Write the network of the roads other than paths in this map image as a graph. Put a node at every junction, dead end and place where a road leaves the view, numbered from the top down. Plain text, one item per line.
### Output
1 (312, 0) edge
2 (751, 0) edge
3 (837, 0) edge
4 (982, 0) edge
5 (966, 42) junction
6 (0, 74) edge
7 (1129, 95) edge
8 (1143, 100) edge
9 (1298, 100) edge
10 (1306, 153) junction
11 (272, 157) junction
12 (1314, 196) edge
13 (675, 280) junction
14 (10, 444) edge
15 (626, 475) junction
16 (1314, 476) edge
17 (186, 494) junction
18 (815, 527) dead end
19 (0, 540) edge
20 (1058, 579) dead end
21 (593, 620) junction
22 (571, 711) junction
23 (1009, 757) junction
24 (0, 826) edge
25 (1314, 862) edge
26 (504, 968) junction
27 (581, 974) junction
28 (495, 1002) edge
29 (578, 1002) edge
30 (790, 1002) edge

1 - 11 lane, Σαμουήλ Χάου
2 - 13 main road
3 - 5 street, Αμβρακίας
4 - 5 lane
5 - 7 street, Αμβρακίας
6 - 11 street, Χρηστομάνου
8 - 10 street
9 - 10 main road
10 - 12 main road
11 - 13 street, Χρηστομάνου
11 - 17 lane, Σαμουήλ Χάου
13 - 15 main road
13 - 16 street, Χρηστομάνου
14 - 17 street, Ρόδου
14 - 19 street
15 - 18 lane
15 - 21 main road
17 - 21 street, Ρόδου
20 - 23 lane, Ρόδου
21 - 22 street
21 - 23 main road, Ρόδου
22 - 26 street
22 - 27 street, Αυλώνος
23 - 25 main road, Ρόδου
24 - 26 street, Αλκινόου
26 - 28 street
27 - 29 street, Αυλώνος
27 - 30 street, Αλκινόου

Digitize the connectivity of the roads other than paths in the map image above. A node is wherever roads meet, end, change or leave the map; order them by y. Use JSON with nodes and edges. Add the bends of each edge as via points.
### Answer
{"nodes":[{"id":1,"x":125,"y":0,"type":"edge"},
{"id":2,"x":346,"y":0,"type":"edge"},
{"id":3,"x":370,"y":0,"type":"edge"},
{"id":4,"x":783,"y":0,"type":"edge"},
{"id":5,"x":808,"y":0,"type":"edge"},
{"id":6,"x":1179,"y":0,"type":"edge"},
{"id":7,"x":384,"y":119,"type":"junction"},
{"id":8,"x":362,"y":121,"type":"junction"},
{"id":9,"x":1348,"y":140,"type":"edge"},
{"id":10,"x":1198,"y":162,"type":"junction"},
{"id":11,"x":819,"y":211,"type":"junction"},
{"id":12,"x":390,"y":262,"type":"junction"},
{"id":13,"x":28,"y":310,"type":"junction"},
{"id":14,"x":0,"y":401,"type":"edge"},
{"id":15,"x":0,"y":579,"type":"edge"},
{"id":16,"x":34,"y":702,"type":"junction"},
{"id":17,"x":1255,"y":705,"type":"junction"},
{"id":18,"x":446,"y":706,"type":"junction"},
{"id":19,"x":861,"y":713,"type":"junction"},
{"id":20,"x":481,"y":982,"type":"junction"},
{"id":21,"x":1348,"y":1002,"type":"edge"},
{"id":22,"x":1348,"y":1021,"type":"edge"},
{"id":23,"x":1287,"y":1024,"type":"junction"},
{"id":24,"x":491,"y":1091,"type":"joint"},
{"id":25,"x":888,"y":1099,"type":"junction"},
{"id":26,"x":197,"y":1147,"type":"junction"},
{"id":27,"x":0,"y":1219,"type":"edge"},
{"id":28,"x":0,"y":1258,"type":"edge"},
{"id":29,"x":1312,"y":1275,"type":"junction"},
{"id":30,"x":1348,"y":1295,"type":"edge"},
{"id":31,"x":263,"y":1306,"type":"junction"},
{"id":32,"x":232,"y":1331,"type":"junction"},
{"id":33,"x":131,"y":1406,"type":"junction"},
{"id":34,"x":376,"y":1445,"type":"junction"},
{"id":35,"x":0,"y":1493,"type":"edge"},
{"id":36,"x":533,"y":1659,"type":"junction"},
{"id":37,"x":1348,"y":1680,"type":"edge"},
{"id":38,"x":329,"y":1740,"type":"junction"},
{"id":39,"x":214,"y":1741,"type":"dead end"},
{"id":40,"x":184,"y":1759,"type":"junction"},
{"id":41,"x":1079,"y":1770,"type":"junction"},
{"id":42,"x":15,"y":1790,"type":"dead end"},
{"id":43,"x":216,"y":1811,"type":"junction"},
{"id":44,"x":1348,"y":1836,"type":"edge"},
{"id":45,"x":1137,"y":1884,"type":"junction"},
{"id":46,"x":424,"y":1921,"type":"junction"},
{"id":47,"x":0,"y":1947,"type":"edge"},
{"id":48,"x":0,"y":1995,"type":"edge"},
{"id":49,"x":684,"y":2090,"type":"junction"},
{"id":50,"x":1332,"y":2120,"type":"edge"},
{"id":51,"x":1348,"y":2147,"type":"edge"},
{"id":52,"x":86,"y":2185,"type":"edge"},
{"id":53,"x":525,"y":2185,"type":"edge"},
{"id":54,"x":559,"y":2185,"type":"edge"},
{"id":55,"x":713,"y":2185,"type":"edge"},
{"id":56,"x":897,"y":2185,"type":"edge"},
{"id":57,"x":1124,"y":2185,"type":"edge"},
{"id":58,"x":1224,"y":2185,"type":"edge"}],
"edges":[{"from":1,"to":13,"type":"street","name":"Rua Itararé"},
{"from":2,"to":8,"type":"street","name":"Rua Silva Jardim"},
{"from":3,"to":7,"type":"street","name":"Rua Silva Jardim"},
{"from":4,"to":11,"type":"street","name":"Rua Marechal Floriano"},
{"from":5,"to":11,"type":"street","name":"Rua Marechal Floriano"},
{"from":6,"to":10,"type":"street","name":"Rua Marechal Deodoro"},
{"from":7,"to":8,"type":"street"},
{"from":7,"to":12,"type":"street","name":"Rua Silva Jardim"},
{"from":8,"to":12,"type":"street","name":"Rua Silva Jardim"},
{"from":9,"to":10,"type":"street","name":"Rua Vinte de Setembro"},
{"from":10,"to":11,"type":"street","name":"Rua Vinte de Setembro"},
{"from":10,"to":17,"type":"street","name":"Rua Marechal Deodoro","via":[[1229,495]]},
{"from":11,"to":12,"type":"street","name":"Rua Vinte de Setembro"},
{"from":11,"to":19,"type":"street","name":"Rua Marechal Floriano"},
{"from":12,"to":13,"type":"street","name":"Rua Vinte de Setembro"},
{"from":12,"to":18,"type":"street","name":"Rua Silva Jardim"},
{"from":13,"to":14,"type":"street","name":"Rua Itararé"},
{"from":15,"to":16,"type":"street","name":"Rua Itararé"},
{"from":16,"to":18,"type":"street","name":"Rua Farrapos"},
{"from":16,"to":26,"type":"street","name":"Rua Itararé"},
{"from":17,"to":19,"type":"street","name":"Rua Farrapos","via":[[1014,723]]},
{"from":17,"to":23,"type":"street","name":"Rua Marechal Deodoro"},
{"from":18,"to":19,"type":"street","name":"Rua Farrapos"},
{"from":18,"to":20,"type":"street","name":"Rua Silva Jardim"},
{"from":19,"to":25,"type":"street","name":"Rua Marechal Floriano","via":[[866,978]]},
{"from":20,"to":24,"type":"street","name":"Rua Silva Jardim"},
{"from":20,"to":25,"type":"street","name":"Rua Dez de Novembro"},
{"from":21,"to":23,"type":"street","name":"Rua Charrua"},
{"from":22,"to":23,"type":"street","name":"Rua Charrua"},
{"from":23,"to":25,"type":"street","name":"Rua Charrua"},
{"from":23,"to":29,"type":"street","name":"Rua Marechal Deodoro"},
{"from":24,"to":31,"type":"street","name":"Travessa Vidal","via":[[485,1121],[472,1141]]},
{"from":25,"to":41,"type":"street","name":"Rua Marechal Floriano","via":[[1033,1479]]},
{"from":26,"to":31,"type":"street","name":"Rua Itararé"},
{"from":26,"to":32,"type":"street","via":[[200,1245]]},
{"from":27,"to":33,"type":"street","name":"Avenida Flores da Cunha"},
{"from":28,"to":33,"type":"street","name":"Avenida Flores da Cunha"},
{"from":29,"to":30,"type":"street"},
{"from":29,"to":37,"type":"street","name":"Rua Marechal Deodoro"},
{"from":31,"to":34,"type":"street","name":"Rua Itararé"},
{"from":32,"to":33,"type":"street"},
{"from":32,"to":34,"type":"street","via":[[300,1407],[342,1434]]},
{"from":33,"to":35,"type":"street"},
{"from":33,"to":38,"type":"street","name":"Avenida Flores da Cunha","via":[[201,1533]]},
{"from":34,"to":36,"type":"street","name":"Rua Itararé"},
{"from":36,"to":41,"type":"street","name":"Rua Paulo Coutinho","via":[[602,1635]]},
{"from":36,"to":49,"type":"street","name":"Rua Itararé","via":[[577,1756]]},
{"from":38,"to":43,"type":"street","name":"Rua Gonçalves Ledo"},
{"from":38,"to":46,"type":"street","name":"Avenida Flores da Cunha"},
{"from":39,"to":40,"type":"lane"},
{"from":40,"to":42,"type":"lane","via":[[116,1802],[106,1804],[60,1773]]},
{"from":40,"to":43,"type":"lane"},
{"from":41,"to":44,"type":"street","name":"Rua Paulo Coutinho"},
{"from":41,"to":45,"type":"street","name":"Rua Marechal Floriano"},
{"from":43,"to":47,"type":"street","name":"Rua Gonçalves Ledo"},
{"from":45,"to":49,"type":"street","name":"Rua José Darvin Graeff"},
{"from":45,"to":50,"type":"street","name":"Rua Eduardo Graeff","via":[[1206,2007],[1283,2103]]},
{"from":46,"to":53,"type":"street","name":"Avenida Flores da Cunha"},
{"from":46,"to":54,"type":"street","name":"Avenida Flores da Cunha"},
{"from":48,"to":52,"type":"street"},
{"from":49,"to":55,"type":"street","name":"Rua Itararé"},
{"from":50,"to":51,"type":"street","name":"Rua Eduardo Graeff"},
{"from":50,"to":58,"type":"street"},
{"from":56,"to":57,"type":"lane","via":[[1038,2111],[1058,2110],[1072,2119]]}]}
....
**Problem statement**
Show all lines in the records above that hold "Χάου".

**Task output**
1 - 11 lane, Σαμουήλ Χάου
11 - 17 lane, Σαμουήλ Χάου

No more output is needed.